*What is required*:
The listing below is to be given again in full and word for word, without its images.

────────────────

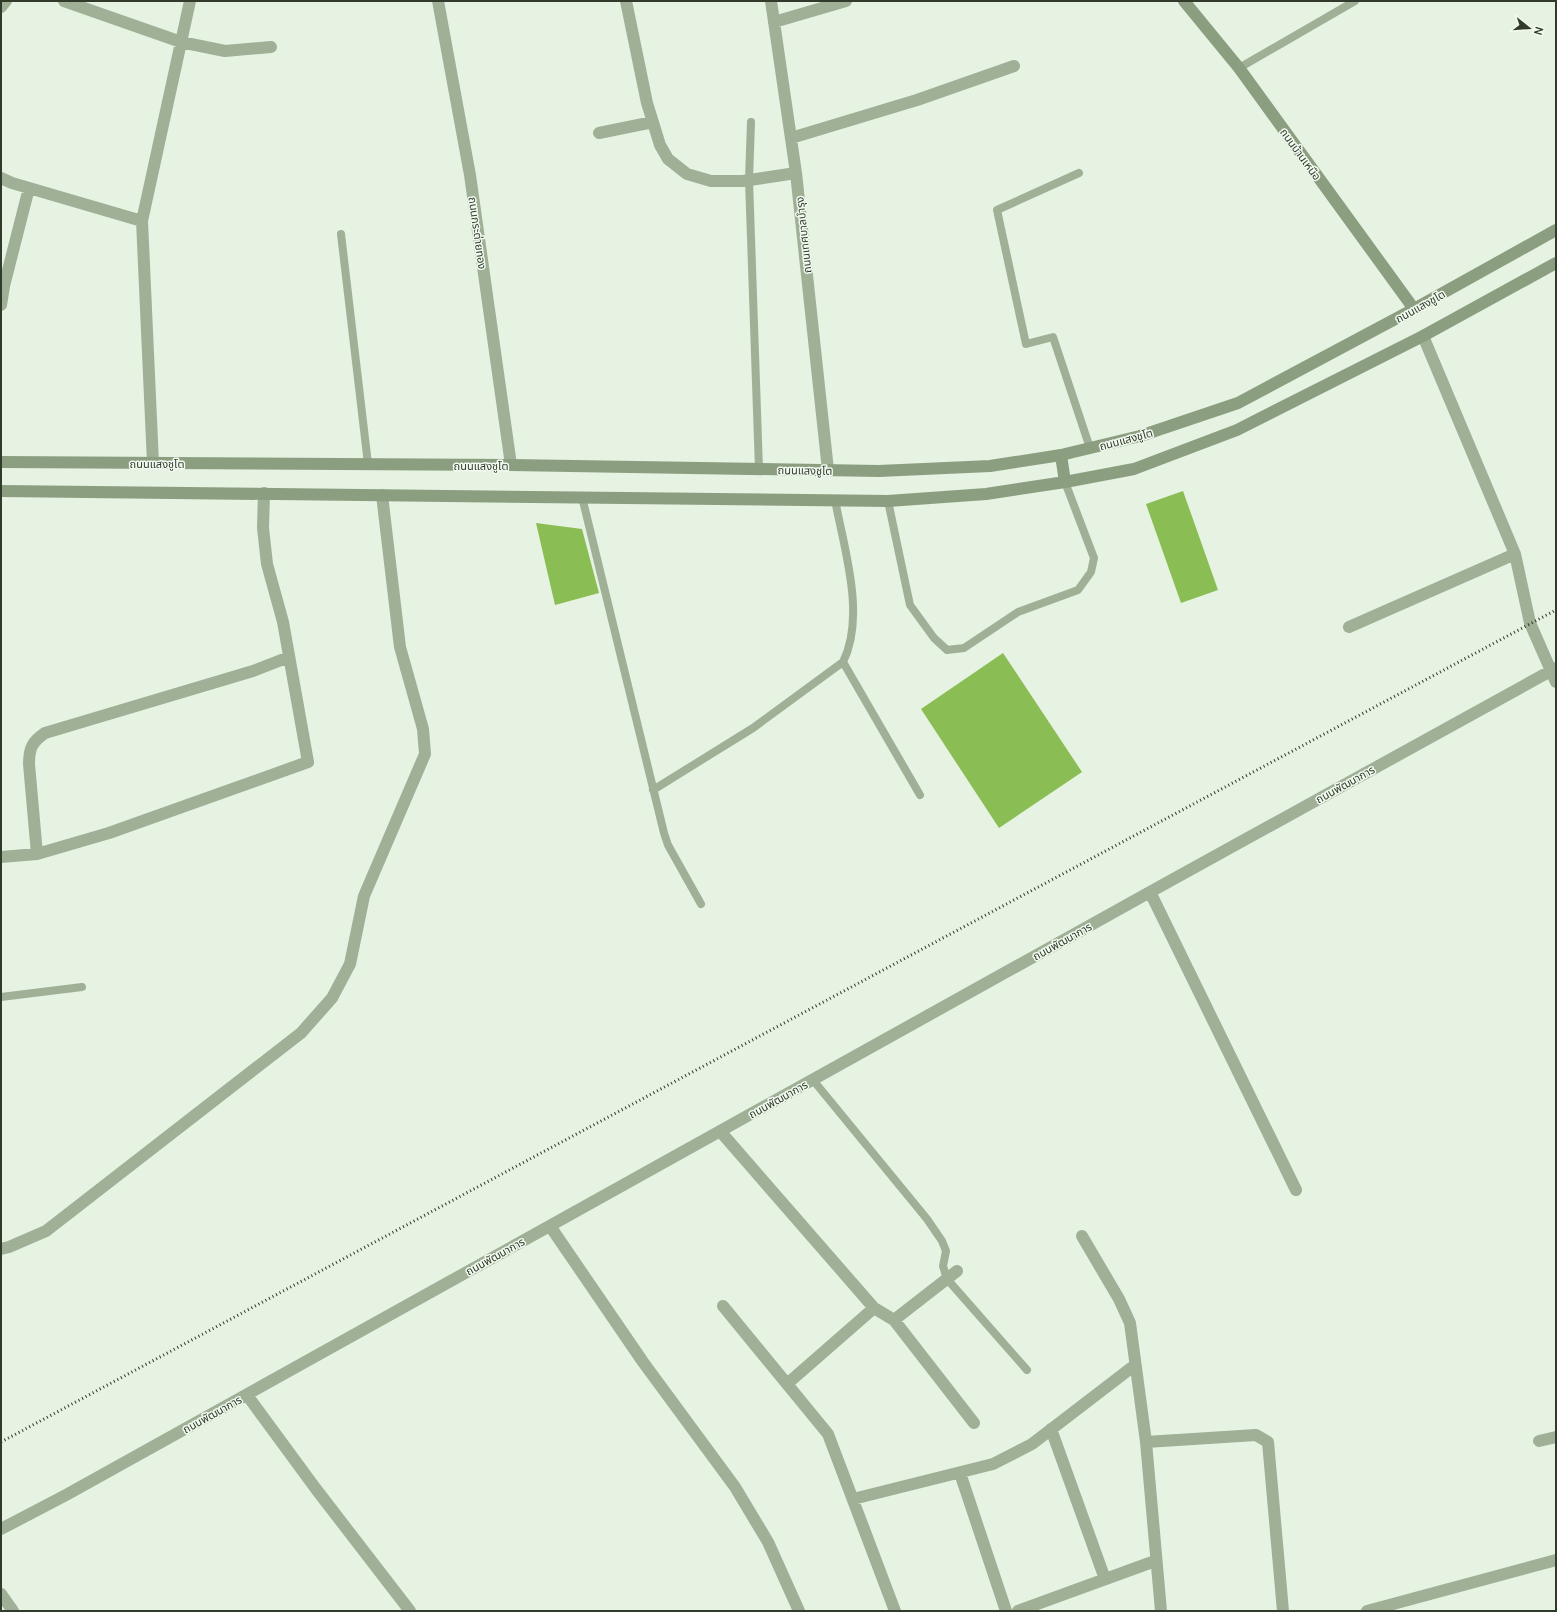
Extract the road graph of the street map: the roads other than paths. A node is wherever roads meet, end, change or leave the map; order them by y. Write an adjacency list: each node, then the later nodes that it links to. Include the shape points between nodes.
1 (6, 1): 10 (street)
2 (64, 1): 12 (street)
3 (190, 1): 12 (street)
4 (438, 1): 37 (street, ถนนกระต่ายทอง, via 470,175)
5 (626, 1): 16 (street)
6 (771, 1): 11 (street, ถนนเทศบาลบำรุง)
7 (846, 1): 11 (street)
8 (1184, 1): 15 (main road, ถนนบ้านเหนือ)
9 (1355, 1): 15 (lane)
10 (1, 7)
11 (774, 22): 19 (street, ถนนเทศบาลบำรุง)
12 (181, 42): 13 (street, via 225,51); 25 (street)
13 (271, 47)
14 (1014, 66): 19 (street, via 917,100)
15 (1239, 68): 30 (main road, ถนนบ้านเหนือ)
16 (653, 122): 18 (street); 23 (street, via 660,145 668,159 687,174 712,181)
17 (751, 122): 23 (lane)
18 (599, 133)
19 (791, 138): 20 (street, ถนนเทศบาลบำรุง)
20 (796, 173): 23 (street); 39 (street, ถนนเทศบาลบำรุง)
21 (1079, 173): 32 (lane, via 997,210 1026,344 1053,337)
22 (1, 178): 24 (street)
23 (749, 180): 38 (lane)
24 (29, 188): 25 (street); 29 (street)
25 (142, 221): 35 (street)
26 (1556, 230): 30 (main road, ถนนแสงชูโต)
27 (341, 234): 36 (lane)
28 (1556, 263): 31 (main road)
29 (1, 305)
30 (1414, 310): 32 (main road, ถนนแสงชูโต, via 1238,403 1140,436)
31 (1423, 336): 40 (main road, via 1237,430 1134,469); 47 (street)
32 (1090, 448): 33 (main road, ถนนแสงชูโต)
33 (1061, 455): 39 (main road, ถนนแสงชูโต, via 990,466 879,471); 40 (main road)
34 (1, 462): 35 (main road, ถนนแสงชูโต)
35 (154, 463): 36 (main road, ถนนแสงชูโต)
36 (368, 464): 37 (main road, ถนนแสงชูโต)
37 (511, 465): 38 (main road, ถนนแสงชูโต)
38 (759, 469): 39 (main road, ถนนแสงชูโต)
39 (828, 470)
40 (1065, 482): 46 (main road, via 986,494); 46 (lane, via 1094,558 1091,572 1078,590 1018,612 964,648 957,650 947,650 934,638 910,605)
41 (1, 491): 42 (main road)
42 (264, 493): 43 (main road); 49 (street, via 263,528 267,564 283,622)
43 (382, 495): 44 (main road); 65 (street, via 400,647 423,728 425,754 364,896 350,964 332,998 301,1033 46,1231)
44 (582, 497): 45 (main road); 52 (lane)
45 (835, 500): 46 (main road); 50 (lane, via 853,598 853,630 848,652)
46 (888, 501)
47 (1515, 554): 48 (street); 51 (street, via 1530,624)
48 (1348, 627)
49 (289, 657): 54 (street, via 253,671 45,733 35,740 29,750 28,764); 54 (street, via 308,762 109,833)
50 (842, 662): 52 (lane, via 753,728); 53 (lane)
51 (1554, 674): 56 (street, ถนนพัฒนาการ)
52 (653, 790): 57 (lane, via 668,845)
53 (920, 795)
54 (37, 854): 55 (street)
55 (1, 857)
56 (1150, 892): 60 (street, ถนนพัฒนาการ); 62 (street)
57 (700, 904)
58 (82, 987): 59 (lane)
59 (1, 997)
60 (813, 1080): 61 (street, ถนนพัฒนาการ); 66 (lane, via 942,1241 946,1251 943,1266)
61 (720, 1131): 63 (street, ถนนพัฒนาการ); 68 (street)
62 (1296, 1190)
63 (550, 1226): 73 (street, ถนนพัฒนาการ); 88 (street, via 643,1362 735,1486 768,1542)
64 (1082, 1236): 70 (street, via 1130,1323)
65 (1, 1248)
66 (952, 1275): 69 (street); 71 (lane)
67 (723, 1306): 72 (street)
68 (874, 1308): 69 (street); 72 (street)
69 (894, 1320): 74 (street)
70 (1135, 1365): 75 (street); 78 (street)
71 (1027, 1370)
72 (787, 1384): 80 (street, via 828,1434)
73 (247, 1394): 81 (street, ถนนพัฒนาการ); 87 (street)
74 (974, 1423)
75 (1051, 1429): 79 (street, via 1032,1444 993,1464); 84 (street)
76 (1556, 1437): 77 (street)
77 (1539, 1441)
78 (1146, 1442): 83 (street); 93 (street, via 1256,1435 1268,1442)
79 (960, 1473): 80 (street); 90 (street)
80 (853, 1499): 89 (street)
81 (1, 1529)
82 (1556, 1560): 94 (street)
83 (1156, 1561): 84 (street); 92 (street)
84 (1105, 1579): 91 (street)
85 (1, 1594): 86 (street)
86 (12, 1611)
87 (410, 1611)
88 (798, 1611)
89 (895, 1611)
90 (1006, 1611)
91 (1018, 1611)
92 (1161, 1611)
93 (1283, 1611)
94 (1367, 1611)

────────────────

*Solution for this problem*:
Extract the road graph of the street map: the roads other than paths. A node is wherever roads meet, end, change or leave the map; order them by y. Write an adjacency list: each node, then the later nodes that it links to. Include the shape points between nodes.
1 (6, 1): 10 (street)
2 (64, 1): 12 (street)
3 (190, 1): 12 (street)
4 (438, 1): 37 (street, ถนนกระต่ายทอง, via 470,175)
5 (626, 1): 16 (street)
6 (771, 1): 11 (street, ถนนเทศบาลบำรุง)
7 (846, 1): 11 (street)
8 (1184, 1): 15 (main road, ถนนบ้านเหนือ)
9 (1355, 1): 15 (lane)
10 (1, 7)
11 (774, 22): 19 (street, ถนนเทศบาลบำรุง)
12 (181, 42): 13 (street, via 225,51); 25 (street)
13 (271, 47)
14 (1014, 66): 19 (street, via 917,100)
15 (1239, 68): 30 (main road, ถนนบ้านเหนือ)
16 (653, 122): 18 (street); 23 (street, via 660,145 668,159 687,174 712,181)
17 (751, 122): 23 (lane)
18 (599, 133)
19 (791, 138): 20 (street, ถนนเทศบาลบำรุง)
20 (796, 173): 23 (street); 39 (street, ถนนเทศบาลบำรุง)
21 (1079, 173): 32 (lane, via 997,210 1026,344 1053,337)
22 (1, 178): 24 (street)
23 (749, 180): 38 (lane)
24 (29, 188): 25 (street); 29 (street)
25 (142, 221): 35 (street)
26 (1556, 230): 30 (main road, ถนนแสงชูโต)
27 (341, 234): 36 (lane)
28 (1556, 263): 31 (main road)
29 (1, 305)
30 (1414, 310): 32 (main road, ถนนแสงชูโต, via 1238,403 1140,436)
31 (1423, 336): 40 (main road, via 1237,430 1134,469); 47 (street)
32 (1090, 448): 33 (main road, ถนนแสงชูโต)
33 (1061, 455): 39 (main road, ถนนแสงชูโต, via 990,466 879,471); 40 (main road)
34 (1, 462): 35 (main road, ถนนแสงชูโต)
35 (154, 463): 36 (main road, ถนนแสงชูโต)
36 (368, 464): 37 (main road, ถนนแสงชูโต)
37 (511, 465): 38 (main road, ถนนแสงชูโต)
38 (759, 469): 39 (main road, ถนนแสงชูโต)
39 (828, 470)
40 (1065, 482): 46 (main road, via 986,494); 46 (lane, via 1094,558 1091,572 1078,590 1018,612 964,648 957,650 947,650 934,638 910,605)
41 (1, 491): 42 (main road)
42 (264, 493): 43 (main road); 49 (street, via 263,528 267,564 283,622)
43 (382, 495): 44 (main road); 65 (street, via 400,647 423,728 425,754 364,896 350,964 332,998 301,1033 46,1231)
44 (582, 497): 45 (main road); 52 (lane)
45 (835, 500): 46 (main road); 50 (lane, via 853,598 853,630 848,652)
46 (888, 501)
47 (1515, 554): 48 (street); 51 (street, via 1530,624)
48 (1348, 627)
49 (289, 657): 54 (street, via 253,671 45,733 35,740 29,750 28,764); 54 (street, via 308,762 109,833)
50 (842, 662): 52 (lane, via 753,728); 53 (lane)
51 (1554, 674): 56 (street, ถนนพัฒนาการ)
52 (653, 790): 57 (lane, via 668,845)
53 (920, 795)
54 (37, 854): 55 (street)
55 (1, 857)
56 (1150, 892): 60 (street, ถนนพัฒนาการ); 62 (street)
57 (700, 904)
58 (82, 987): 59 (lane)
59 (1, 997)
60 (813, 1080): 61 (street, ถนนพัฒนาการ); 66 (lane, via 942,1241 946,1251 943,1266)
61 (720, 1131): 63 (street, ถนนพัฒนาการ); 68 (street)
62 (1296, 1190)
63 (550, 1226): 73 (street, ถนนพัฒนาการ); 88 (street, via 643,1362 735,1486 768,1542)
64 (1082, 1236): 70 (street, via 1130,1323)
65 (1, 1248)
66 (952, 1275): 69 (street); 71 (lane)
67 (723, 1306): 72 (street)
68 (874, 1308): 69 (street); 72 (street)
69 (894, 1320): 74 (street)
70 (1135, 1365): 75 (street); 78 (street)
71 (1027, 1370)
72 (787, 1384): 80 (street, via 828,1434)
73 (247, 1394): 81 (street, ถนนพัฒนาการ); 87 (street)
74 (974, 1423)
75 (1051, 1429): 79 (street, via 1032,1444 993,1464); 84 (street)
76 (1556, 1437): 77 (street)
77 (1539, 1441)
78 (1146, 1442): 83 (street); 93 (street, via 1256,1435 1268,1442)
79 (960, 1473): 80 (street); 90 (street)
80 (853, 1499): 89 (street)
81 (1, 1529)
82 (1556, 1560): 94 (street)
83 (1156, 1561): 84 (street); 92 (street)
84 (1105, 1579): 91 (street)
85 (1, 1594): 86 (street)
86 (12, 1611)
87 (410, 1611)
88 (798, 1611)
89 (895, 1611)
90 (1006, 1611)
91 (1018, 1611)
92 (1161, 1611)
93 (1283, 1611)
94 (1367, 1611)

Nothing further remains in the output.